Top Customer Reviews

By Bob Salter TOP 500 REVIEWERVINE VOICE on 5 April 2009
Verified Purchase
Well here I go again championing the cause of a film that went unnoticed on its release in 1961, and is the least known work of the legendary film director Sam Peckinpah. So little known is the film, that for many years I thought Peckinpah's first film was the wonderful "Ride the High Country"(62). But now I will put the record straight. Once again I leave my footprints in the sand of a deserted Island hoping that someone may chance upon them. It is a film that certainly deserves more recognition, and because at the time of this review no other person has taken the trouble to review it, I will do so in a little more detail than usual.

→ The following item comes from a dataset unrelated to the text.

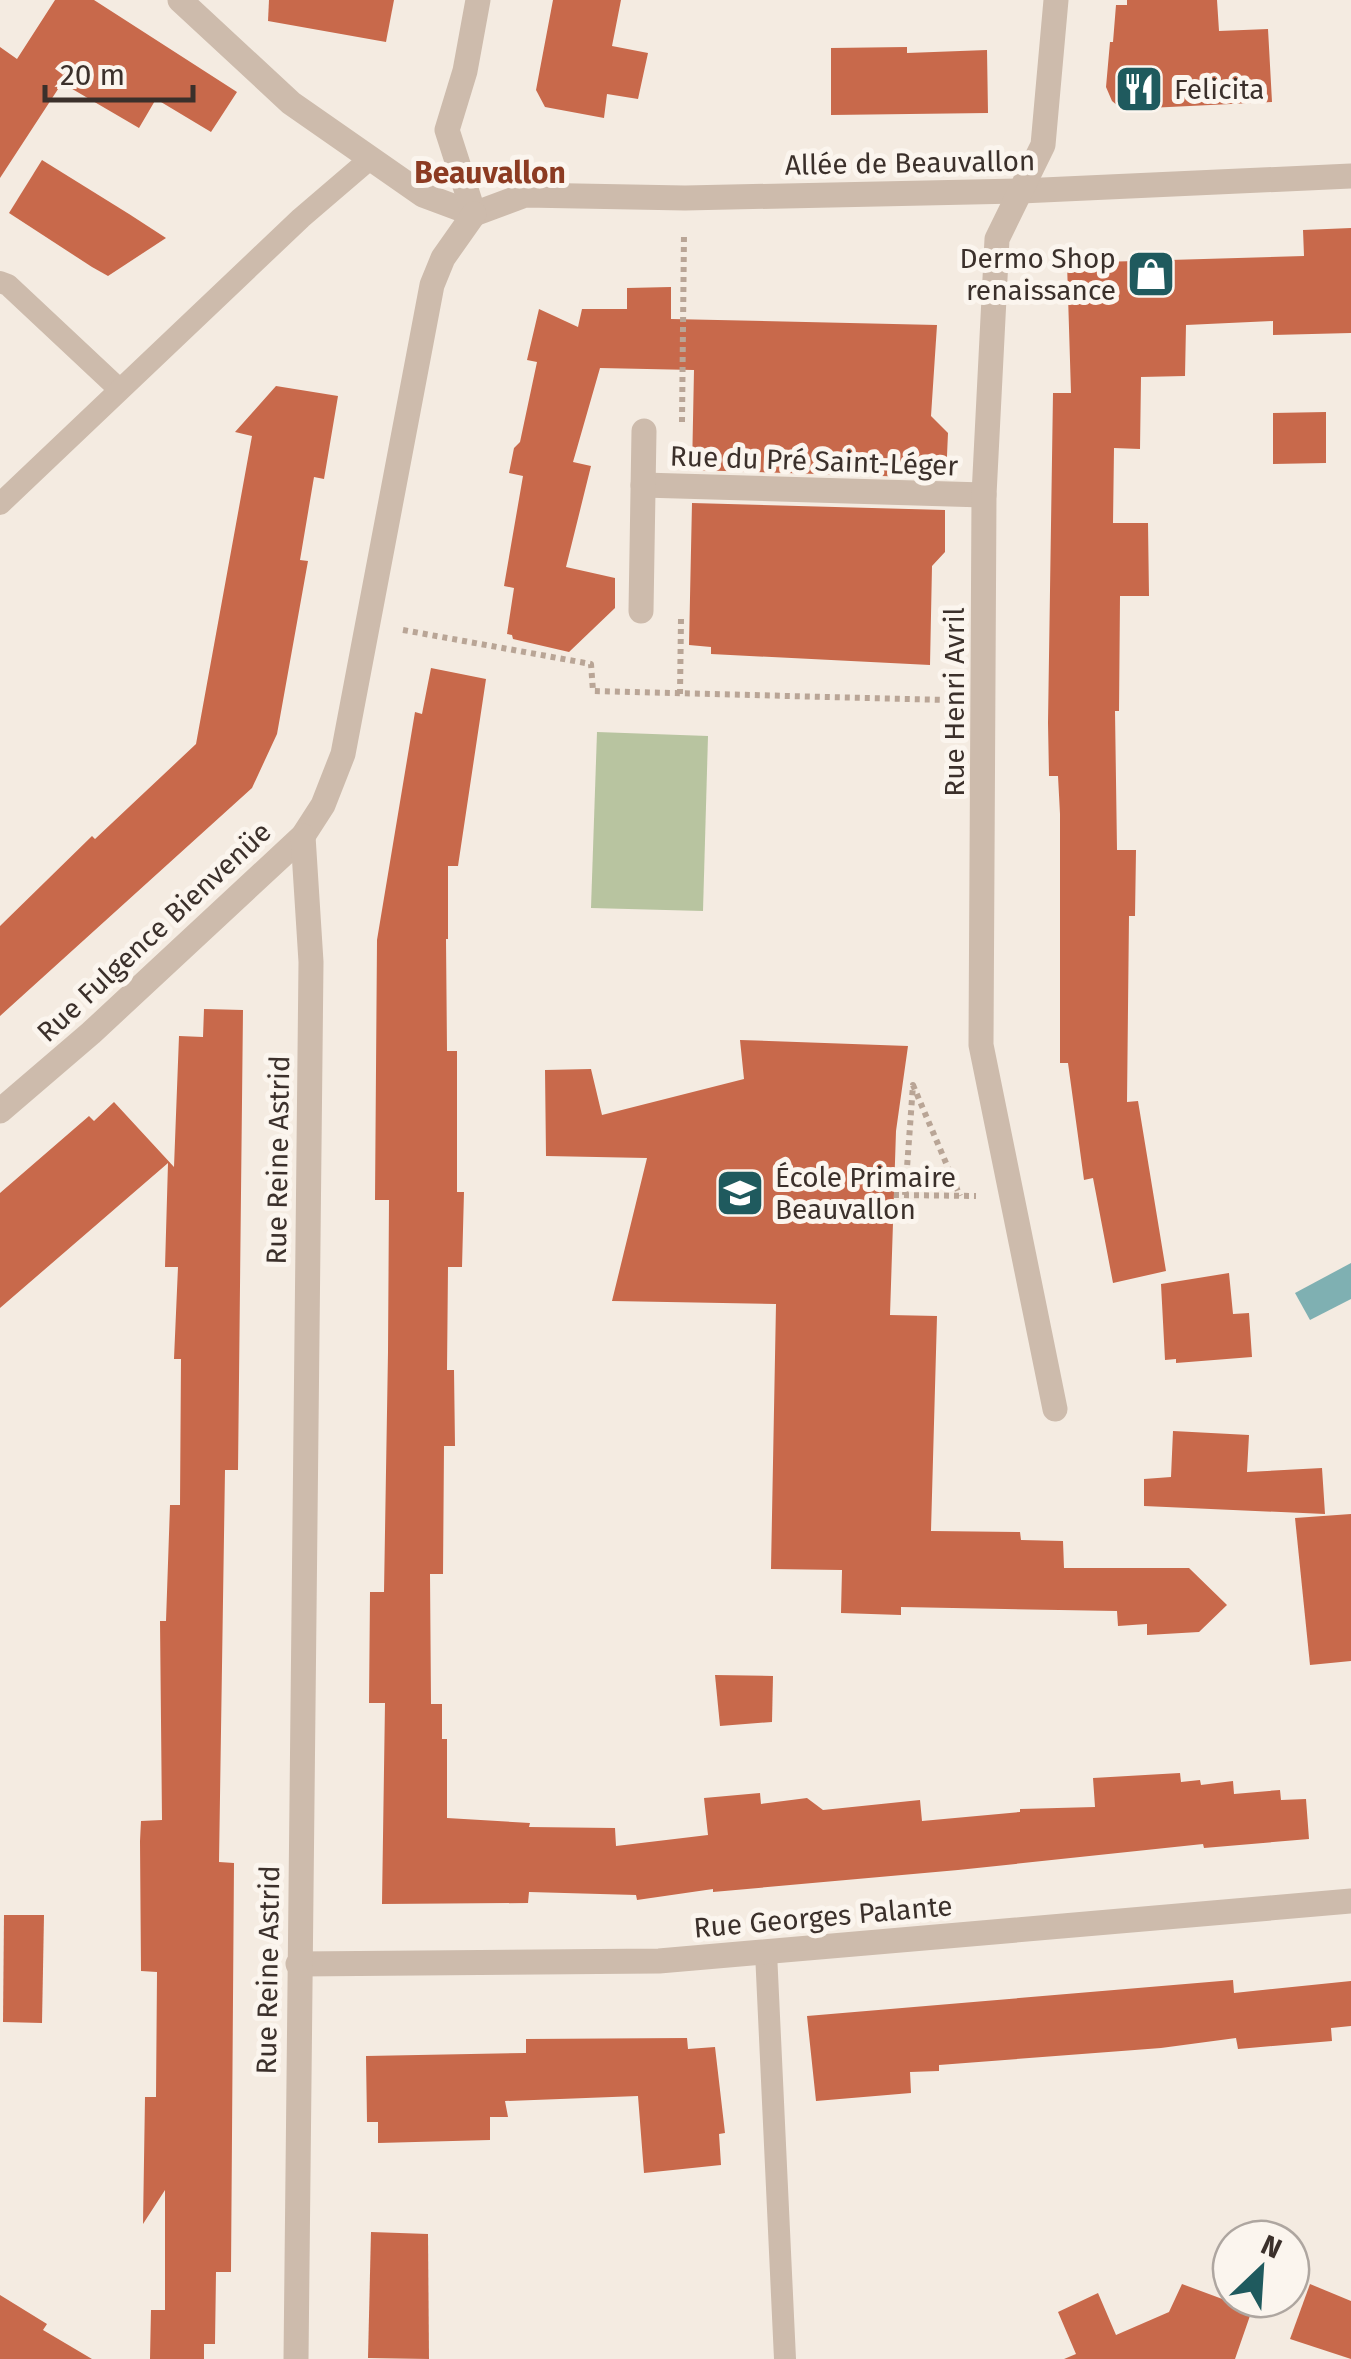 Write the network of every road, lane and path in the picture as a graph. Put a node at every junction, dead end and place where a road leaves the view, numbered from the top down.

This was Sam Peckinpah's first film after creating and directing the cult TV series "The Westerner" which ran from 1959-1960. This series starred the Brian Keith and John Dehner. When Keith was aked to star in the low budget Western "The Deadly Companions" he suggested Peckinpah as the director. The film stars Brian Keith as Yellowleg who has been trailing the debauched and deranged Turk for many years. Turk is played by the veteran Chill wills in what is probably his best screen performance. Turk had tried to scalp him during the Civil War. He finds Turk and rescues him from hanging. The two of them together with Turks sidekick Billy Keplinger, played superbly by Steve Cochran then travel to Gila city intending to rob the bank. They are about to rob the bank when another gang beat them to it and a gunfight ensues in which an innocent boy is accidentally killed by Yellowleg in the crossfire. The boys saloon girl mother Kit Tilden played by the still very beautiful Maureen O'Hara decides that the boy will be buried in the ghost town of Sringo next to his father.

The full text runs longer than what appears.